Le cattive notizie. "C’è una nuova ondata di acquisti di dimensioni senza precedenti. Per tutti i grandi birrai oggi il mercato è il mondo intero".


Un mondo con un unico vino sarebbe un luogo felice? No, naturalmente. Una sola birra per tutto il mondo? I grandi produttori hanno cercato per decenni di creare marche internazionali di birra, e per anni non ci sono riusciti; oggi però il loro sogno sta per realizzarsi.
I birrai sosterranno di non essere in grado di imporre un’uniformità se il consumatore non la desidera: dunque molti consumatori sono perlomeno loro complici. Perché? La maggior parte di loro conosce meglio il vino della birra, anche se il mondo beve molta più birra che vino. E dato che la conoscono tanto poco, pensano di essere più sicuri rivolgendosi a un nome conosciuto, a un prodotto privo di una complessità impegnativa di aroma, gusto e finale.
Immaginate un mondo nel quale gli unici vini esistenti siano bianchi secchi, pallide imitazioni degli Chardonnay francesi.

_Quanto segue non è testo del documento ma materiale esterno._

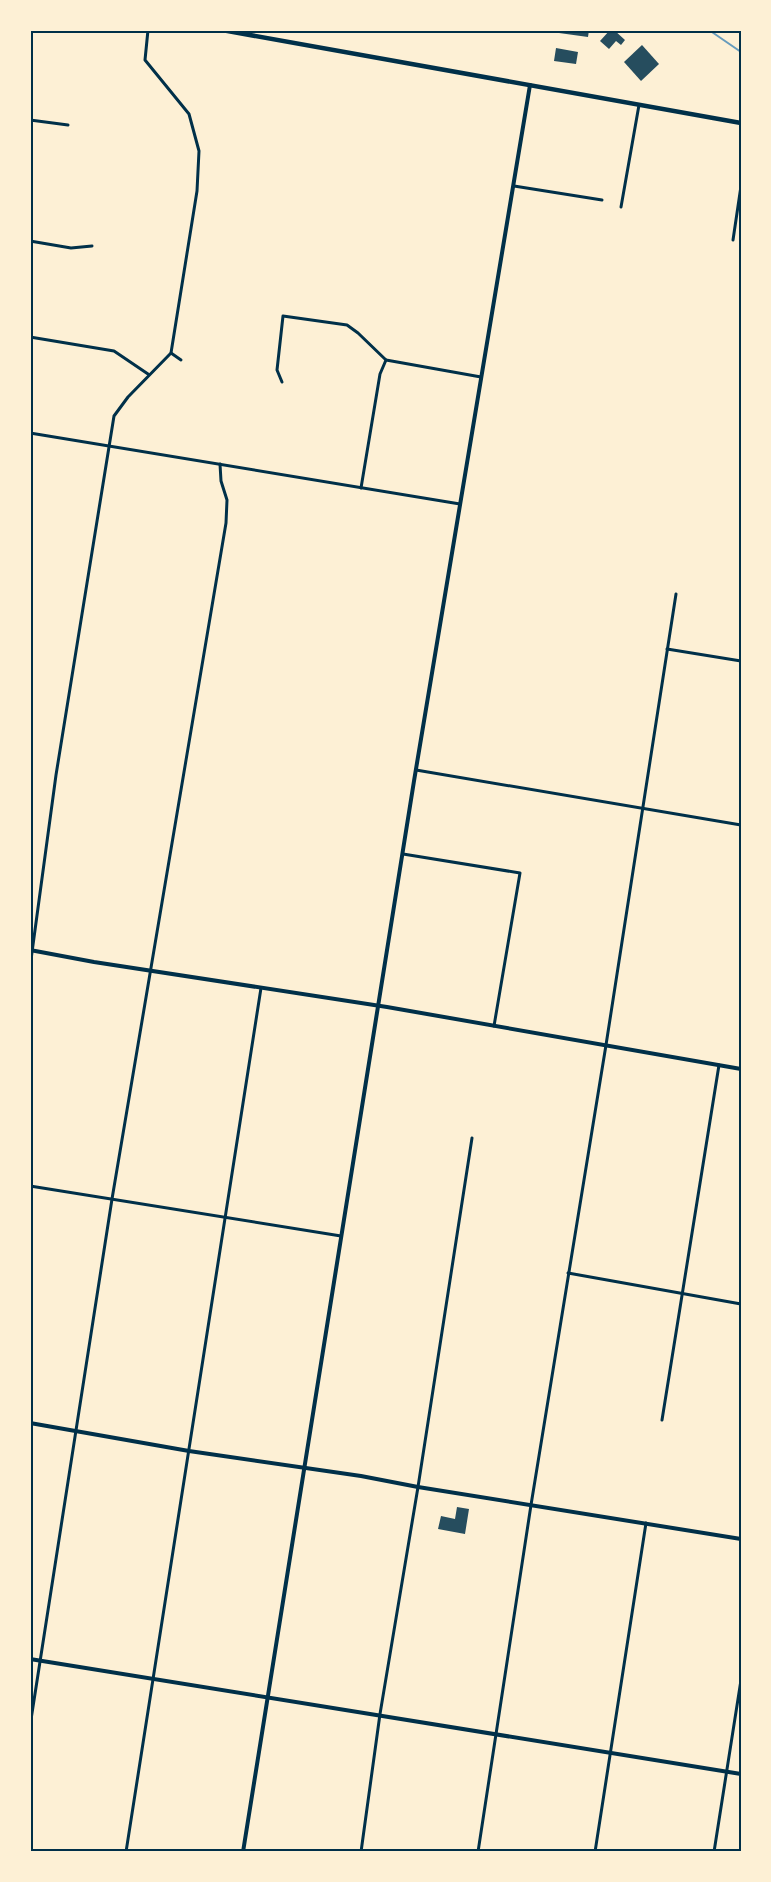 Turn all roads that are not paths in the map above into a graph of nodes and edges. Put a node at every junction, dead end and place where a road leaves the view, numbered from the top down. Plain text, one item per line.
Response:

Con l’eccezione della Guinness (una stout) e della Bass (una ale), tutte le birre conosciute a livello internazionale appartengono alla stessa tipologia (imitazioni pallidissime della Pilsener lager, praticamente indistinguibili l’una dall’altra).

Diversi produttori di queste imitazioni internazionali della Pilsner hanno cercato di conquistare il mondo. In maggioranza provenivano da paesi con una popolazione esigua e quindi con un mercato locale modesto. La prima, negli anni Sessanta, è stata la canadese Carling, ma non aveva attrattive particolari e quindi ha fatto fiasco.
Il concorrente successivo è stato la Foster’s, che ha cercato di associare il proprio prodotto a presunti "valori" australiani: l’uomo temerario, atletico, amante della vita all’aperto. Non c’è alcun nesso tra questi "attributi" e la birra. La Foster’s è popolare ma non ha conquistato il mondo.
L’enorme mercato degli Stati Uniti ha sempre deluso la danese Carlsberg, una sfidante più ostinata. Gli americani non associavano immediatamente la Danimarca alla birra: questa nazione vanta una grande tradizione birraria, ma forse non ha un’identità sufficientemente chiara. Anziché rivolgersi a occidente, oggi la Carlsberg guarda a nord e a est, con offerte di acquisto che le darebbero il controllo di ogni fabbrica di birra di medie e grandi dimensioni nei paesi nordici e baltici.
Il mercato americano ha riservato maggiore successo alla Beck’s, forte delle sue origini tedesche. La Beck’s di Brema è uno dei pochi birrifici costieri della Germania. Tradizionalmente, i birrai tedeschi guardavano quasi sempre all’entroterra, al più grande mercato interno d’Europa. Per decenni l’America è stata un grande mercato per la Heineken, prodotta in una nazione prevalentemente costiera e rivolta all’esterno. La birra olandese paga oggi il suo successo: negli Stati Uniti è diventata troppo familiare per presentare attrattive speciali.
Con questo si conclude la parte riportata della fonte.